Task directions |
An exact transcription of all the data is required, with every image removed.

START Given data

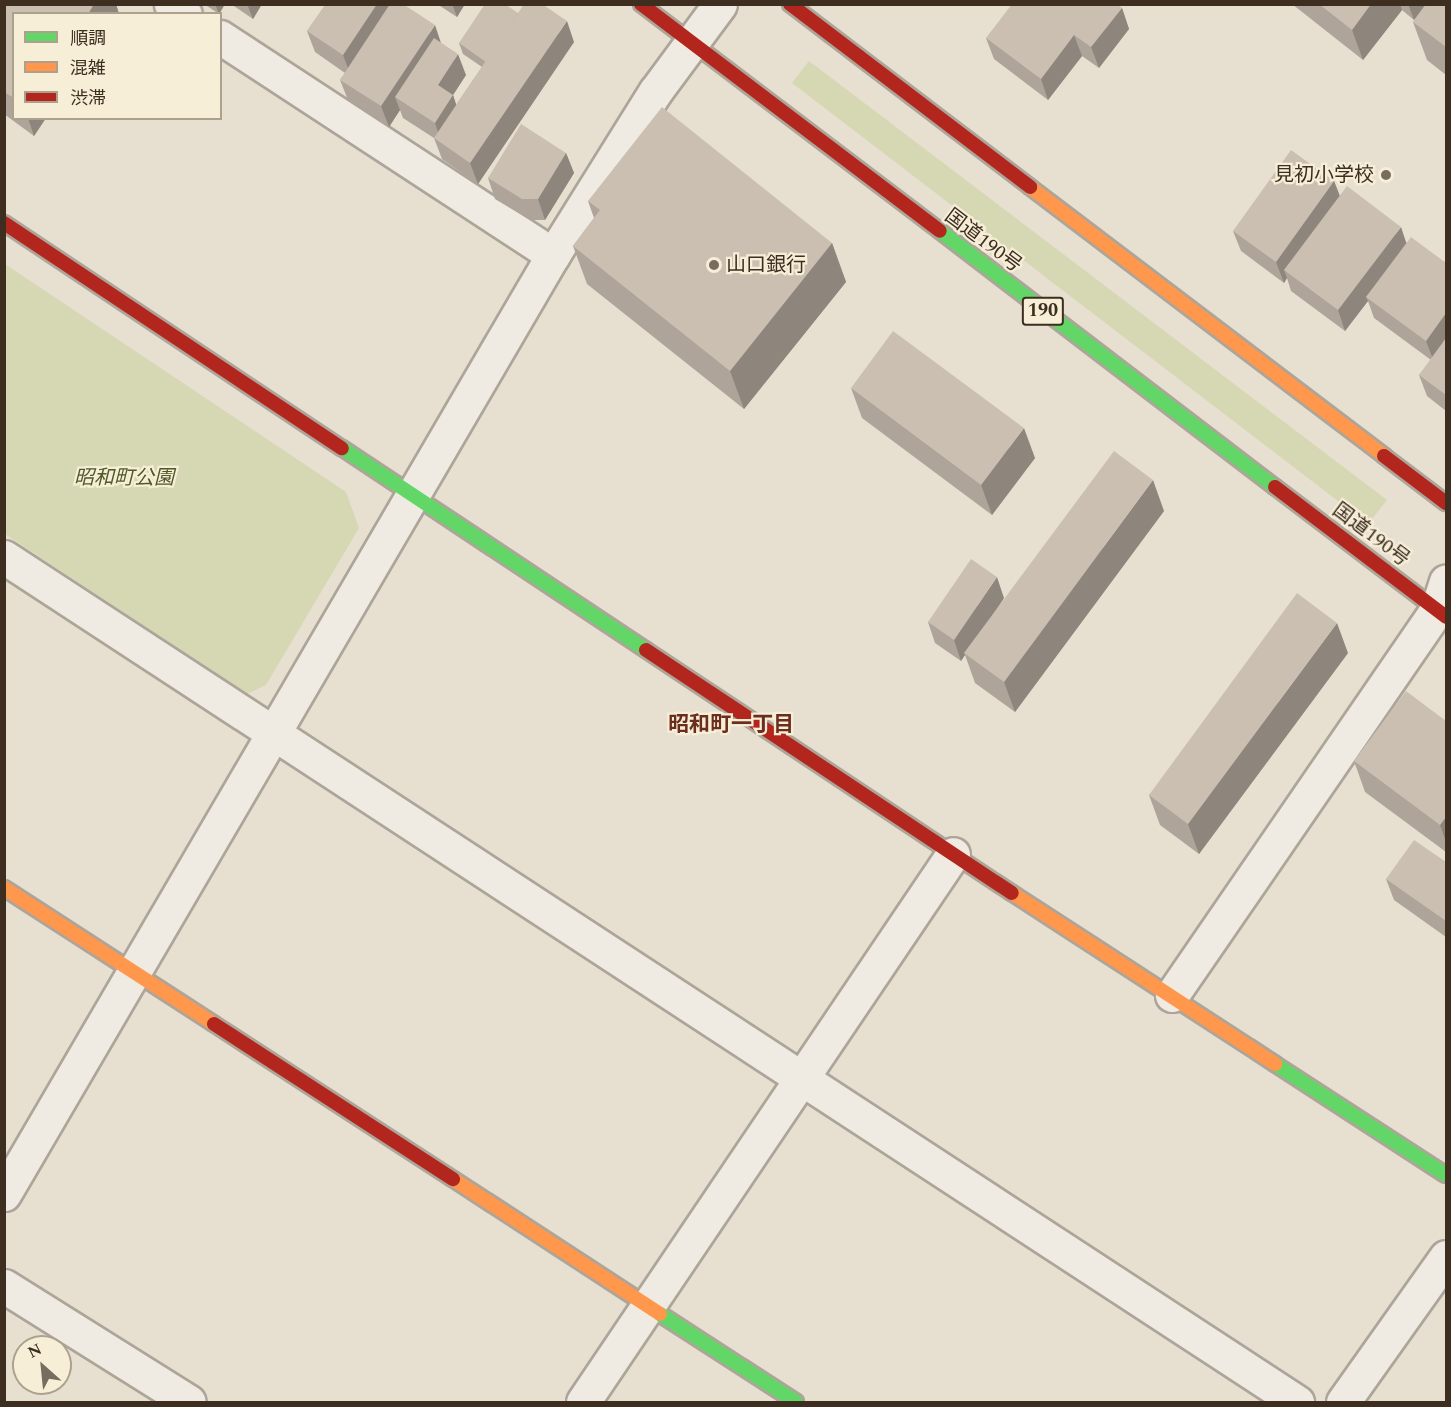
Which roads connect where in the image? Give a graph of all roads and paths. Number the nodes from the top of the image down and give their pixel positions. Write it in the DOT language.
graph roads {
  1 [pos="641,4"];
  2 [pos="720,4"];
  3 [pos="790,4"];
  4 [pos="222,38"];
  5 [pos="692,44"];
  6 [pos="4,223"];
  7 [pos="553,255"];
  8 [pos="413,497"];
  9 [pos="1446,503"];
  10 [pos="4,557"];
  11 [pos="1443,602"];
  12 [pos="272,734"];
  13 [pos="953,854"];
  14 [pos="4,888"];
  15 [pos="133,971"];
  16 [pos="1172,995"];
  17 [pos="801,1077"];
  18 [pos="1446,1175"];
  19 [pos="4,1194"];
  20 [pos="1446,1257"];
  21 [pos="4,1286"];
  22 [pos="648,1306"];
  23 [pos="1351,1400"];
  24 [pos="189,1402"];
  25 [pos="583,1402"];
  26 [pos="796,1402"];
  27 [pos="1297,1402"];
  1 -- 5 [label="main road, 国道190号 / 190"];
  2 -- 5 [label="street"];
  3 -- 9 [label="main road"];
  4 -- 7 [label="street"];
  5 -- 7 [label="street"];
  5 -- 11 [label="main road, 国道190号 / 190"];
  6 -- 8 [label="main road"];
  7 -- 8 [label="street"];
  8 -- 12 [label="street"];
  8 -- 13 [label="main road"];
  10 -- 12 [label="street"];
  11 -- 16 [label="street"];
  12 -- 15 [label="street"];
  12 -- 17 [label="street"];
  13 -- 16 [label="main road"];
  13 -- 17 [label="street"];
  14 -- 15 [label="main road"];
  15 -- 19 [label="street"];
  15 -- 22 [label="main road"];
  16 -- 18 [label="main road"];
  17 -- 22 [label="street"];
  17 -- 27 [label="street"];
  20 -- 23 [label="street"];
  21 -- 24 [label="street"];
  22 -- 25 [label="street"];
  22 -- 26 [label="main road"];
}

END Given data

Task result |
Which roads connect where in the image? Give a graph of all roads and paths. Number the nodes from the top of the image down and give their pixel positions. Write it in the DOT language.
graph roads {
  1 [pos="641,4"];
  2 [pos="720,4"];
  3 [pos="790,4"];
  4 [pos="222,38"];
  5 [pos="692,44"];
  6 [pos="4,223"];
  7 [pos="553,255"];
  8 [pos="413,497"];
  9 [pos="1446,503"];
  10 [pos="4,557"];
  11 [pos="1443,602"];
  12 [pos="272,734"];
  13 [pos="953,854"];
  14 [pos="4,888"];
  15 [pos="133,971"];
  16 [pos="1172,995"];
  17 [pos="801,1077"];
  18 [pos="1446,1175"];
  19 [pos="4,1194"];
  20 [pos="1446,1257"];
  21 [pos="4,1286"];
  22 [pos="648,1306"];
  23 [pos="1351,1400"];
  24 [pos="189,1402"];
  25 [pos="583,1402"];
  26 [pos="796,1402"];
  27 [pos="1297,1402"];
  1 -- 5 [label="main road, 国道190号 / 190"];
  2 -- 5 [label="street"];
  3 -- 9 [label="main road"];
  4 -- 7 [label="street"];
  5 -- 7 [label="street"];
  5 -- 11 [label="main road, 国道190号 / 190"];
  6 -- 8 [label="main road"];
  7 -- 8 [label="street"];
  8 -- 12 [label="street"];
  8 -- 13 [label="main road"];
  10 -- 12 [label="street"];
  11 -- 16 [label="street"];
  12 -- 15 [label="street"];
  12 -- 17 [label="street"];
  13 -- 16 [label="main road"];
  13 -- 17 [label="street"];
  14 -- 15 [label="main road"];
  15 -- 19 [label="street"];
  15 -- 22 [label="main road"];
  16 -- 18 [label="main road"];
  17 -- 22 [label="street"];
  17 -- 27 [label="street"];
  20 -- 23 [label="street"];
  21 -- 24 [label="street"];
  22 -- 25 [label="street"];
  22 -- 26 [label="main road"];
}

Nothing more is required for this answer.